遠くにメイドに暴力を振るっている領主の息子のダストが見える。

今は見て見ぬことしかできない。

変にことを荒立てるわけにはいかない。


しかし我慢が効かないようだ。

私は強い殺気を放った。何か感じたのか周りを見渡すダストのゴミ。

いえ間違いましたね。私は気配を消して、その場から遠ざかっていた。


ある程度の噂話を聞いた私はリース様救出に向けて、近くの部屋に隠れることにした。

そこで私は来るべき決戦に向け集中力を研ぎ澄ます。

その力は荒れ狂う波のようなものだ。

血液が沸騰し暴走しそうになる。

それを押さえつけコントロールできるギリギリまで、持っていく。

そうすることで身体能力の強化がされていき、リース様を救出するための力が手に入っていく。


途中この部屋の前で何者かが何かに気付いたようだ。

私は入ってきたら無力化する準備をしていた。

この術は中途半端になるが仕方ない。

今の段階の操作は難しいがギリギリまでコントロールしておく。

その人物はドアを凝視するように見ていた。


ゴクリと唾を飲む。

こちらの気配に気付くとはただモノではありませんね。


しかしそのものは通り過ぎて行く。

恐らく不審に感じただけのようです。同業者でしょうか?


ホッとしながらまた力をためて、コントロール下に置いていく作業を再開する。


研ぎ澄まされていく力。

この力は扱いが難しい何かの拍子に暴走するかもしれない。

危ない力だ。
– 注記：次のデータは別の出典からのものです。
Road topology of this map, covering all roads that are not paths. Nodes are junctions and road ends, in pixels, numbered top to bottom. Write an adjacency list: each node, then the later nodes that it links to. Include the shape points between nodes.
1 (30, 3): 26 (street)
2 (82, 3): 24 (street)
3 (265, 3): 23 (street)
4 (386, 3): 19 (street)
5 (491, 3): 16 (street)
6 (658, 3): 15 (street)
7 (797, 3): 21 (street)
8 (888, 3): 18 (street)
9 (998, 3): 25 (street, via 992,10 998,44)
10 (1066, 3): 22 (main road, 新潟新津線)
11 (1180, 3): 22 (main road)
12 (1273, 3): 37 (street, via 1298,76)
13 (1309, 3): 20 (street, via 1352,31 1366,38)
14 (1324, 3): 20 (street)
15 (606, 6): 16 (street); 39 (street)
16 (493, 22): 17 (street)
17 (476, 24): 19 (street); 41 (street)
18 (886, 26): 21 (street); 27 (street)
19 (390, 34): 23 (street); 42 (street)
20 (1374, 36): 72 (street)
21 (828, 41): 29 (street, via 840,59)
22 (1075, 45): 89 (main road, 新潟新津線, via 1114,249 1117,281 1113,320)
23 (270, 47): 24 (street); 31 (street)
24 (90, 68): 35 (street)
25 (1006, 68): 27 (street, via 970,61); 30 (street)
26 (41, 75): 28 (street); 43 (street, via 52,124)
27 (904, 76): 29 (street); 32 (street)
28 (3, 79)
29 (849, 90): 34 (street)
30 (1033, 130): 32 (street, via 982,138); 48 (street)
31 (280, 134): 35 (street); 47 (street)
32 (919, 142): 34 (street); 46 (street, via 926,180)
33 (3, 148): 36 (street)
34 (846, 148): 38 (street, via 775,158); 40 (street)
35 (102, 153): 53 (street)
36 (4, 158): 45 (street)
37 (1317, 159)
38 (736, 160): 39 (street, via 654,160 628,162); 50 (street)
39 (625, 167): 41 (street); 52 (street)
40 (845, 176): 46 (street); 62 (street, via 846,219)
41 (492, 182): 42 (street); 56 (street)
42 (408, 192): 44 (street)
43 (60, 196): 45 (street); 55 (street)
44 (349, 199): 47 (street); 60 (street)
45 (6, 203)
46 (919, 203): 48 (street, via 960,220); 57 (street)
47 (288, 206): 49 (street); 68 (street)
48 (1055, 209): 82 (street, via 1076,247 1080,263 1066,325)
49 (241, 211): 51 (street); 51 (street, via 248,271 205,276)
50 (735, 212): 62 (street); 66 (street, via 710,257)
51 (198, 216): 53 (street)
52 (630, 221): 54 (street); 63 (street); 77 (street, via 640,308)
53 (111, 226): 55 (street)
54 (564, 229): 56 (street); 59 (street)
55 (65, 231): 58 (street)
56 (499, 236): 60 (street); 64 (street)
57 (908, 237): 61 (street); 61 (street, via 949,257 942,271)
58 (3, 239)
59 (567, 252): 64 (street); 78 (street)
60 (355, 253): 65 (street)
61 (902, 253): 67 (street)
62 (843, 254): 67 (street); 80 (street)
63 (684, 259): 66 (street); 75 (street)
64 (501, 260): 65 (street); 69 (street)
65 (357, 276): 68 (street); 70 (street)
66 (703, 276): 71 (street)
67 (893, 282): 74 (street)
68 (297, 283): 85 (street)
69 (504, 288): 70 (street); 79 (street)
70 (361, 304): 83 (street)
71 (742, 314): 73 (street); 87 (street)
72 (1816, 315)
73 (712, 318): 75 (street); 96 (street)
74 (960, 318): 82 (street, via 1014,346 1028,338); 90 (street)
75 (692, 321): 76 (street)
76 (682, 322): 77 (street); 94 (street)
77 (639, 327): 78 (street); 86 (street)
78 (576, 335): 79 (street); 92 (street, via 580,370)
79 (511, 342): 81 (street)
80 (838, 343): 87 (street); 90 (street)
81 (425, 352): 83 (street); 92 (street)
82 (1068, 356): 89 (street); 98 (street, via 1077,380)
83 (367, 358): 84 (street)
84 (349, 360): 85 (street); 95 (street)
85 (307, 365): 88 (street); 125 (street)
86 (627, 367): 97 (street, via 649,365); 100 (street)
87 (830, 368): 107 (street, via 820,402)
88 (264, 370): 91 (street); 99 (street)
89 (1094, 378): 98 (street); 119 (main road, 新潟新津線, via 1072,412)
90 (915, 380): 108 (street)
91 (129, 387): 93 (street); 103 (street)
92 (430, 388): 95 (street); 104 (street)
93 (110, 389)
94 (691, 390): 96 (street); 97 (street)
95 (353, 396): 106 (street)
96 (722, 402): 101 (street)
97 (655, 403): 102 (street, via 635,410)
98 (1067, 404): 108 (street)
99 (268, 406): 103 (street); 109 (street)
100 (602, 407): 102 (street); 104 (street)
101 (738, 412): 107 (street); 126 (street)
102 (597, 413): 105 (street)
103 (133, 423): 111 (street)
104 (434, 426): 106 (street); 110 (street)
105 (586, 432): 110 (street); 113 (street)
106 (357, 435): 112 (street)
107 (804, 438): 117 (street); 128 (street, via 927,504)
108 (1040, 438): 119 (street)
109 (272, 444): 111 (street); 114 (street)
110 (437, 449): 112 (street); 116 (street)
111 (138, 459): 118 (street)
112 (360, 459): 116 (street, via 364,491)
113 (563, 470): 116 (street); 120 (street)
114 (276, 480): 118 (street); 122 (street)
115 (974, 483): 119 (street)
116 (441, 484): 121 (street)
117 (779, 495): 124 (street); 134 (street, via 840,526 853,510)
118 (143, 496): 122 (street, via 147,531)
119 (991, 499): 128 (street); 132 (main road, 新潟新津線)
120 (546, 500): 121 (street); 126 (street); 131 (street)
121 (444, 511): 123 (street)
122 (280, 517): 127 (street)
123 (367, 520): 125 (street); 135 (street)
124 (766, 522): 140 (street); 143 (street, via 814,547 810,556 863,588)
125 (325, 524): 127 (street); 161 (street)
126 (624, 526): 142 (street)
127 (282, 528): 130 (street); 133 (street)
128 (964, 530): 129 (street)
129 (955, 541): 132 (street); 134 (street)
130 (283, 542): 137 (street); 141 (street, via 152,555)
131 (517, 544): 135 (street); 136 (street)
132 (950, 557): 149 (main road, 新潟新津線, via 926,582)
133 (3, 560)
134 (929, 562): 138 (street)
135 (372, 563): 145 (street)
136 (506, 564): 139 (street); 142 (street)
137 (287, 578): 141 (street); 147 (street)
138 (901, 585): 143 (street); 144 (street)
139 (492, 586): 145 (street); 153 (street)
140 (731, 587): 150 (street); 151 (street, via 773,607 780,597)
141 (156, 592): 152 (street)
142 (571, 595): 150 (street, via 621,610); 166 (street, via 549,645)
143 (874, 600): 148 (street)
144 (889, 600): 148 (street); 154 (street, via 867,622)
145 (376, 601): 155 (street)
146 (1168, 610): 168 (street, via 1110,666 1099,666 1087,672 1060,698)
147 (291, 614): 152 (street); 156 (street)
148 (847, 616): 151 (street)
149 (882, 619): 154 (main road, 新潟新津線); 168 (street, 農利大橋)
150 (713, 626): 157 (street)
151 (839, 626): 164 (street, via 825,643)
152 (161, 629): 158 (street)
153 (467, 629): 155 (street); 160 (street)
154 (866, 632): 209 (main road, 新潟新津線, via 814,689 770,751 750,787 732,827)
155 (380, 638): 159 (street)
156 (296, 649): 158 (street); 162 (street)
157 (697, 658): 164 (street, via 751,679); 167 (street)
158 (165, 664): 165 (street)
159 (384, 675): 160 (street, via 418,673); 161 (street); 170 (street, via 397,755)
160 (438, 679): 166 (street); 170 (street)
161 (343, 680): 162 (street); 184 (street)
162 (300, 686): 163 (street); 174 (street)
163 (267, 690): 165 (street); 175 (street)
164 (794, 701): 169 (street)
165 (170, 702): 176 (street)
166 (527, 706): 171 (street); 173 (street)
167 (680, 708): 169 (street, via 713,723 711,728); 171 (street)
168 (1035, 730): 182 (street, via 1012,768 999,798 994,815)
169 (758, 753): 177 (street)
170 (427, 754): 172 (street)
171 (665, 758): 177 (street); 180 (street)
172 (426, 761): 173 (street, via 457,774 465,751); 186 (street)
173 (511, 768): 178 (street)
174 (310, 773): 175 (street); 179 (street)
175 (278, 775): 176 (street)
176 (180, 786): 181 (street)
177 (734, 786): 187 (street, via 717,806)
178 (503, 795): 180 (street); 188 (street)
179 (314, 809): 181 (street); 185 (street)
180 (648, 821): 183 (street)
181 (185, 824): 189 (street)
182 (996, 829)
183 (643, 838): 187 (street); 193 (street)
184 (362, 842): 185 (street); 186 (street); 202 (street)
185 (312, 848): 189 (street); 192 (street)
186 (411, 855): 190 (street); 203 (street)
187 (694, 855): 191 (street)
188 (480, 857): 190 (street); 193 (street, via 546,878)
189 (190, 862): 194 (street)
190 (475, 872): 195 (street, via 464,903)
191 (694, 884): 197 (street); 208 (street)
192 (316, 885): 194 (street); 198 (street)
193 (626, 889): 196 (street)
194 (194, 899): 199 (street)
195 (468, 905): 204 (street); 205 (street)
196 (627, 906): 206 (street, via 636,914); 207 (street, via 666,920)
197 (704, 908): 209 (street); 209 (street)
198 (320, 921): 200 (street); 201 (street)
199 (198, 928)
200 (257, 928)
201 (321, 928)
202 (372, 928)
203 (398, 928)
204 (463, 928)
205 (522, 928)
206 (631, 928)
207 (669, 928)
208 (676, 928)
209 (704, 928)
だがこの力が今はありがたい。

こうして私にリース様を助ける力をくれるのだから。


決戦は今夜皆が寝静まる頃!

私は時間いっぱいまでここで闘気を練る。

助けたらいっぱい甘えようと考える。

どんなことをさせようか?と力を練りながら考えていく。

エプロン姿でお出迎えとかかな?

おかえりなさい、ご飯にする。お風呂にする。それとも私!とかもやってみたい。

身体をもじもじさせる。


いっそのこと私が襲いましょうか。

今はリッテ様弱っていますから、イチコロでしょうね。

こんな姿は部下には見せられない。

この邪念が、力のコントロールをよりやり易くしているとはリッテはまだ気づいていない。


そして狂暴化、バーサーカーのスキルがまさかの進化をしようとしていたのだ。


「待っていてくださいリース様!」

リッテは必ず助けるという決意で両手の拳を握った。